__ACTION ITEM__
Each record must be returned exactly, apart from the pictures, which stay out.

──────── PROVIDED ENTRIES

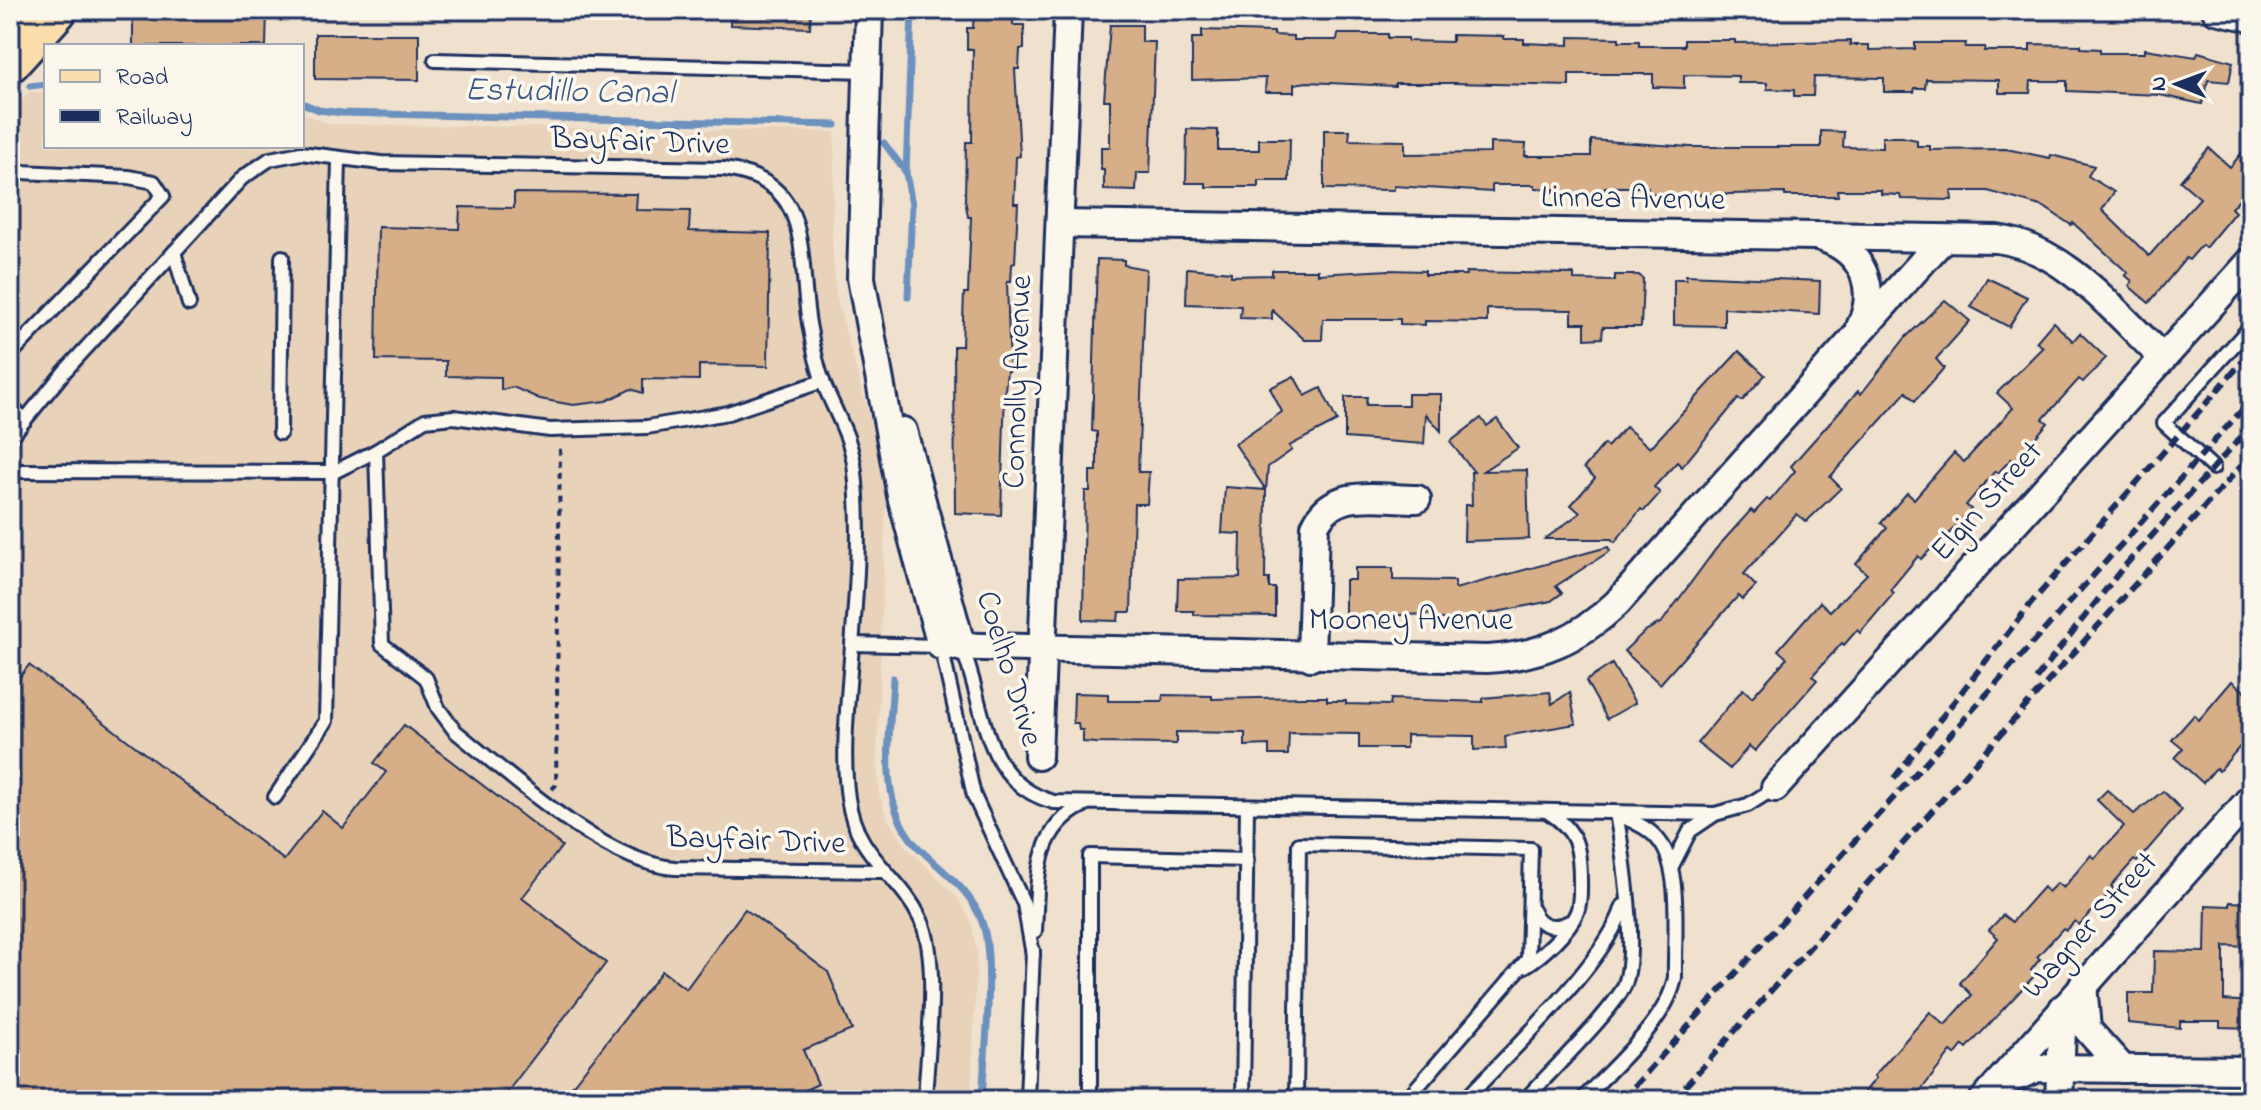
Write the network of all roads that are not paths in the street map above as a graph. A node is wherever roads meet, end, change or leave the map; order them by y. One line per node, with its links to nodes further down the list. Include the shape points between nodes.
1 (56, 10): 7 (main road)
2 (869, 10): 8 (street, Coelho Drive)
3 (1068, 10): 11 (street, Connolly Avenue)
4 (2216, 10): 5 (street)
5 (2251, 18)
6 (435, 60): 8 (lane)
7 (10, 61)
8 (867, 71): 33 (street, Coelho Drive, via 860,254 872,333 922,491)
9 (339, 159): 14 (lane, Bayfair Drive, via 285,154 256,166); 22 (lane, Bayfair Drive, via 724,169 762,176 790,204 798,224 809,326); 30 (lane)
10 (10, 175): 20 (lane, via 129,177 154,182 163,196)
11 (1060, 224): 12 (street, Linnea Avenue); 34 (street, Connolly Avenue)
12 (1820, 237): 13 (street, Linnea Avenue); 19 (street, via 1846,250 1865,273 1868,304)
13 (1943, 239): 19 (street, Mooney Avenue); 21 (street, Linnea Avenue, via 2018,242 2051,256)
14 (174, 252): 17 (lane); 24 (lane, Bayfair Drive)
15 (282, 257): 25 (lane)
16 (2251, 261): 21 (street, Elgin Street)
17 (189, 304)
18 (2251, 326): 28 (lane, via 2164,423)
19 (1855, 336): 35 (street, Mooney Avenue, via 1617,603 1580,633 1538,653 1513,658)
20 (10, 355)
21 (2163, 358): 37 (street, Elgin Street)
22 (823, 381): 27 (lane, via 701,419 623,429 504,426 454,417 425,420); 32 (lane, Bayfair Drive, via 848,433 855,472)
23 (10, 406): 24 (lane)
24 (25, 420): 26 (lane, Bayfair Drive)
25 (280, 433)
26 (10, 438)
27 (376, 451): 30 (lane); 47 (lane, Bayfair Drive, via 382,644 426,678 455,731 607,847 658,867)
28 (2213, 468)
29 (10, 471): 30 (lane)
30 (334, 472): 38 (lane, via 326,721)
31 (1417, 499): 35 (street, via 1345,498 1321,513 1315,526)
32 (852, 644): 33 (lane); 47 (lane, Bayfair Drive, via 846,712 848,800 857,833)
33 (951, 647): 34 (street, Mooney Avenue); 40 (lane, Coelho Drive, via 974,677 993,749 1009,778 1036,797); 51 (lane, Coelho Drive, via 974,796 1024,904)
34 (1043, 651): 35 (street, Mooney Avenue); 36 (street, Connolly Avenue)
35 (1311, 657)
36 (1038, 756)
37 (1775, 788): 44 (lane, via 1748,805)
38 (275, 797)
39 (2251, 798): 53 (street, Wagner Street)
40 (1087, 804): 41 (lane); 51 (lane, Coelho Drive, via 1062,820 1044,844)
41 (1247, 806): 42 (lane); 45 (lane)
42 (1545, 811): 43 (lane); 50 (lane, via 1570,828 1580,849 1580,900)
43 (1616, 813): 44 (lane); 46 (lane, via 1653,834); 48 (lane)
44 (1715, 814): 46 (lane, via 1690,831)
45 (1247, 860): 61 (lane, via 1090,856); 62 (lane)
46 (1672, 866): 67 (lane, via 1673,990 1659,1015)
47 (882, 871): 59 (lane, Bayfair Drive, via 915,908 930,953)
48 (1626, 895): 65 (lane, via 1618,925 1599,954); 66 (lane, via 1625,985)
49 (1530, 907): 50 (lane, via 1542,924); 52 (lane, via 1530,947); 63 (lane, via 1531,849 1299,844)
50 (1571, 921): 52 (lane)
51 (1033, 955): 60 (lane, Coelho Drive)
52 (1522, 968): 64 (lane)
53 (2083, 985): 54 (street, Wagner Street); 56 (street, via 2087,1029)
54 (2063, 1008): 55 (street); 58 (street, Wagner Street)
55 (2059, 1068): 56 (street); 58 (street, via 2037,1068); 68 (street)
56 (2123, 1069): 57 (street)
57 (2251, 1070)
58 (1989, 1093)
59 (925, 1100)
60 (1027, 1100)
61 (1090, 1100)
62 (1243, 1100)
63 (1296, 1100)
64 (1406, 1100)
65 (1465, 1100)
66 (1525, 1100)
67 (1582, 1100)
68 (2059, 1100)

────────────────

__RESPONSE TO THE EXERCISE__
Write the network of all roads that are not paths in the street map above as a graph. A node is wherever roads meet, end, change or leave the map; order them by y. One line per node, with its links to nodes further down the list. Include the shape points between nodes.
1 (56, 10): 7 (main road)
2 (869, 10): 8 (street, Coelho Drive)
3 (1068, 10): 11 (street, Connolly Avenue)
4 (2216, 10): 5 (street)
5 (2251, 18)
6 (435, 60): 8 (lane)
7 (10, 61)
8 (867, 71): 33 (street, Coelho Drive, via 860,254 872,333 922,491)
9 (339, 159): 14 (lane, Bayfair Drive, via 285,154 256,166); 22 (lane, Bayfair Drive, via 724,169 762,176 790,204 798,224 809,326); 30 (lane)
10 (10, 175): 20 (lane, via 129,177 154,182 163,196)
11 (1060, 224): 12 (street, Linnea Avenue); 34 (street, Connolly Avenue)
12 (1820, 237): 13 (street, Linnea Avenue); 19 (street, via 1846,250 1865,273 1868,304)
13 (1943, 239): 19 (street, Mooney Avenue); 21 (street, Linnea Avenue, via 2018,242 2051,256)
14 (174, 252): 17 (lane); 24 (lane, Bayfair Drive)
15 (282, 257): 25 (lane)
16 (2251, 261): 21 (street, Elgin Street)
17 (189, 304)
18 (2251, 326): 28 (lane, via 2164,423)
19 (1855, 336): 35 (street, Mooney Avenue, via 1617,603 1580,633 1538,653 1513,658)
20 (10, 355)
21 (2163, 358): 37 (street, Elgin Street)
22 (823, 381): 27 (lane, via 701,419 623,429 504,426 454,417 425,420); 32 (lane, Bayfair Drive, via 848,433 855,472)
23 (10, 406): 24 (lane)
24 (25, 420): 26 (lane, Bayfair Drive)
25 (280, 433)
26 (10, 438)
27 (376, 451): 30 (lane); 47 (lane, Bayfair Drive, via 382,644 426,678 455,731 607,847 658,867)
28 (2213, 468)
29 (10, 471): 30 (lane)
30 (334, 472): 38 (lane, via 326,721)
31 (1417, 499): 35 (street, via 1345,498 1321,513 1315,526)
32 (852, 644): 33 (lane); 47 (lane, Bayfair Drive, via 846,712 848,800 857,833)
33 (951, 647): 34 (street, Mooney Avenue); 40 (lane, Coelho Drive, via 974,677 993,749 1009,778 1036,797); 51 (lane, Coelho Drive, via 974,796 1024,904)
34 (1043, 651): 35 (street, Mooney Avenue); 36 (street, Connolly Avenue)
35 (1311, 657)
36 (1038, 756)
37 (1775, 788): 44 (lane, via 1748,805)
38 (275, 797)
39 (2251, 798): 53 (street, Wagner Street)
40 (1087, 804): 41 (lane); 51 (lane, Coelho Drive, via 1062,820 1044,844)
41 (1247, 806): 42 (lane); 45 (lane)
42 (1545, 811): 43 (lane); 50 (lane, via 1570,828 1580,849 1580,900)
43 (1616, 813): 44 (lane); 46 (lane, via 1653,834); 48 (lane)
44 (1715, 814): 46 (lane, via 1690,831)
45 (1247, 860): 61 (lane, via 1090,856); 62 (lane)
46 (1672, 866): 67 (lane, via 1673,990 1659,1015)
47 (882, 871): 59 (lane, Bayfair Drive, via 915,908 930,953)
48 (1626, 895): 65 (lane, via 1618,925 1599,954); 66 (lane, via 1625,985)
49 (1530, 907): 50 (lane, via 1542,924); 52 (lane, via 1530,947); 63 (lane, via 1531,849 1299,844)
50 (1571, 921): 52 (lane)
51 (1033, 955): 60 (lane, Coelho Drive)
52 (1522, 968): 64 (lane)
53 (2083, 985): 54 (street, Wagner Street); 56 (street, via 2087,1029)
54 (2063, 1008): 55 (street); 58 (street, Wagner Street)
55 (2059, 1068): 56 (street); 58 (street, via 2037,1068); 68 (street)
56 (2123, 1069): 57 (street)
57 (2251, 1070)
58 (1989, 1093)
59 (925, 1100)
60 (1027, 1100)
61 (1090, 1100)
62 (1243, 1100)
63 (1296, 1100)
64 (1406, 1100)
65 (1465, 1100)
66 (1525, 1100)
67 (1582, 1100)
68 (2059, 1100)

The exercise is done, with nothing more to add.